Professor Qin Qiwei's team has achieved new results in the field of marine fish antiviral immunity research
Recently, the team of Professor Qin Qiwei of the Ocean Academy has made important progress in the study of antiviral immunity of marine fish, revealing the antiviral function and immunomodulatory mechanism of the metabolic immune related gene of grouper, Cholesterol 25 hydroxylase (CH25H) and autophagy related gene ATG5. The relevant research results were entitled Fish Cholesterol 25-Hydroxylase Inhibits Virus Replication via Regulating interferon immune response or Affect Ing Virus Entry. And Fish Autophagy Protein 5 Exerts Negative Regulation on Antiviral immune response Against Iridovirus and Nodavirus were published successively in the Frontiers in Immunology (JCR II, Impact factor 5.511).
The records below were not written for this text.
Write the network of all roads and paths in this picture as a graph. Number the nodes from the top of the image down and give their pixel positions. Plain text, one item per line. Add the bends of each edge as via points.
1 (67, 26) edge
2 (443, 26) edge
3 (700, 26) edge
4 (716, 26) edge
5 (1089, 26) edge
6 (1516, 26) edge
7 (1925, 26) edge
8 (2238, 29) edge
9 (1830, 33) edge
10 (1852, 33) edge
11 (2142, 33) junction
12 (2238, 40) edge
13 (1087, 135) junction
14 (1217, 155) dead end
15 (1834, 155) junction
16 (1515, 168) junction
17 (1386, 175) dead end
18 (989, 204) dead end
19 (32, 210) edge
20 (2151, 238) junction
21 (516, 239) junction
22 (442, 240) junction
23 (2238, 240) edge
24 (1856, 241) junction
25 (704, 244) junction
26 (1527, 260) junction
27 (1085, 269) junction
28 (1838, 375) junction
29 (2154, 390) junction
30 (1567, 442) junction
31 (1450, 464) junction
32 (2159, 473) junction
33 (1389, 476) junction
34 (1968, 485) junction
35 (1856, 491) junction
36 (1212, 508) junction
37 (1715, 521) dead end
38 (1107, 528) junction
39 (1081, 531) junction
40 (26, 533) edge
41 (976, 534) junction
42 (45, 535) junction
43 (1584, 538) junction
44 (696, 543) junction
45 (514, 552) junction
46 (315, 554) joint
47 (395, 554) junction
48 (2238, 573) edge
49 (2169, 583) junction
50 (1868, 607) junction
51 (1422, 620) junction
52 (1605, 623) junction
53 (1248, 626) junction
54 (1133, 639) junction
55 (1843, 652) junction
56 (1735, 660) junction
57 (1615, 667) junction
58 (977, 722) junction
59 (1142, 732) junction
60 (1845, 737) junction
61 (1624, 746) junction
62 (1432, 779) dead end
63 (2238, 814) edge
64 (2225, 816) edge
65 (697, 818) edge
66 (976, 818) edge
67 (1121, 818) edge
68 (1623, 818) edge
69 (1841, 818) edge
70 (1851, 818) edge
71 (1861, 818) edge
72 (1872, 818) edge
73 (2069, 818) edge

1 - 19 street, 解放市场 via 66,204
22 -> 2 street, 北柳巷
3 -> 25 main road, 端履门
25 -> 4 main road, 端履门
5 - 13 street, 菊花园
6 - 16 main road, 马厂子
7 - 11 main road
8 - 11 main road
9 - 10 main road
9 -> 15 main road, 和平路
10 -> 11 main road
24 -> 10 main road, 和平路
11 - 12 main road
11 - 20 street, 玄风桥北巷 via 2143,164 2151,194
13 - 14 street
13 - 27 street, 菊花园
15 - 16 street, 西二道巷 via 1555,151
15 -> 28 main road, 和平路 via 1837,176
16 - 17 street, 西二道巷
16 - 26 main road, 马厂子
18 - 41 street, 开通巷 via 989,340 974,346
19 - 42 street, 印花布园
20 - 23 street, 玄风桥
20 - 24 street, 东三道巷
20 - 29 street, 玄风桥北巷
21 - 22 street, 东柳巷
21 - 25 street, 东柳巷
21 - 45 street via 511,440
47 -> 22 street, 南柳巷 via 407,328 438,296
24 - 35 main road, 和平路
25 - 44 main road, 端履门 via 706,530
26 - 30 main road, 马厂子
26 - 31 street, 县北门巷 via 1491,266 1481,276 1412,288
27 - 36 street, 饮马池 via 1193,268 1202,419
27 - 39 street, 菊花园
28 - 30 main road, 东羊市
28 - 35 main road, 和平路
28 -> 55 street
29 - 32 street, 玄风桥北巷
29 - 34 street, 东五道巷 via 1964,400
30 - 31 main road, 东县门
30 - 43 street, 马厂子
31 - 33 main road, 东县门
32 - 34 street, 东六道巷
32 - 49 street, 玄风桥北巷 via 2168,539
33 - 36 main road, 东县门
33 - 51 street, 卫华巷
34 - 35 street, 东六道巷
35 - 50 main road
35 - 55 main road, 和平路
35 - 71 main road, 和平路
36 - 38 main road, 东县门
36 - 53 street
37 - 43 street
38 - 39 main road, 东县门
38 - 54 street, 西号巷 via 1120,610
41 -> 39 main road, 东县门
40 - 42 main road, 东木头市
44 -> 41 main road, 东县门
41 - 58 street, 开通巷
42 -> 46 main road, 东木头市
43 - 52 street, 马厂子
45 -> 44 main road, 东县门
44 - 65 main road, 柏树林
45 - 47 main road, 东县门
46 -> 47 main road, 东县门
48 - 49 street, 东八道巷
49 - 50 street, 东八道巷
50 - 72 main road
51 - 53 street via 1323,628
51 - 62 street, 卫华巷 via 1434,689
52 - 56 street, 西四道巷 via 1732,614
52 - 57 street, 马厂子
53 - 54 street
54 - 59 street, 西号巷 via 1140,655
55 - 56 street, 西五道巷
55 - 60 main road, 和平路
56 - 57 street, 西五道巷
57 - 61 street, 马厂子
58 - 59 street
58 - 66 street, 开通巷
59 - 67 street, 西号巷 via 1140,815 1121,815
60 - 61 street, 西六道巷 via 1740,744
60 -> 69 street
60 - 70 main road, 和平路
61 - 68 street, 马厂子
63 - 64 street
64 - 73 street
(Paper Links: https://www.ncbi.nlm.nih.gov/pmc/articles/PMC6414437/pdf/fimmu-10-00322.pdf and https://www.ncbi.nlm.nih.gov/pmc/articles/PMC6433989/pdf/fimmu-10-00517.pdf). Grouper is an important mariculture fish in southern China and Southeast Asian countries and regions, and its economic value is extremely high. However, the frequent outbreak of disease seriously restricts the healthy and sustainable development of grouper breeding. Among them, the outbreak and prevalence of the iridescent virus and nerve necrosis virus in recent years is the most serious infectious viral pathogen. At present, the pathogenesis of the infection of grouper virus and the interaction between virus and host are still unclear, and there is a lack of effective coping strategies and prevention measures. Antiviral immunity is the body's immune response to viral infection, can effectively combat, contain, eliminate the virus on the body infection and destruction, is the body to adapt to the natural environment of the important guarantee.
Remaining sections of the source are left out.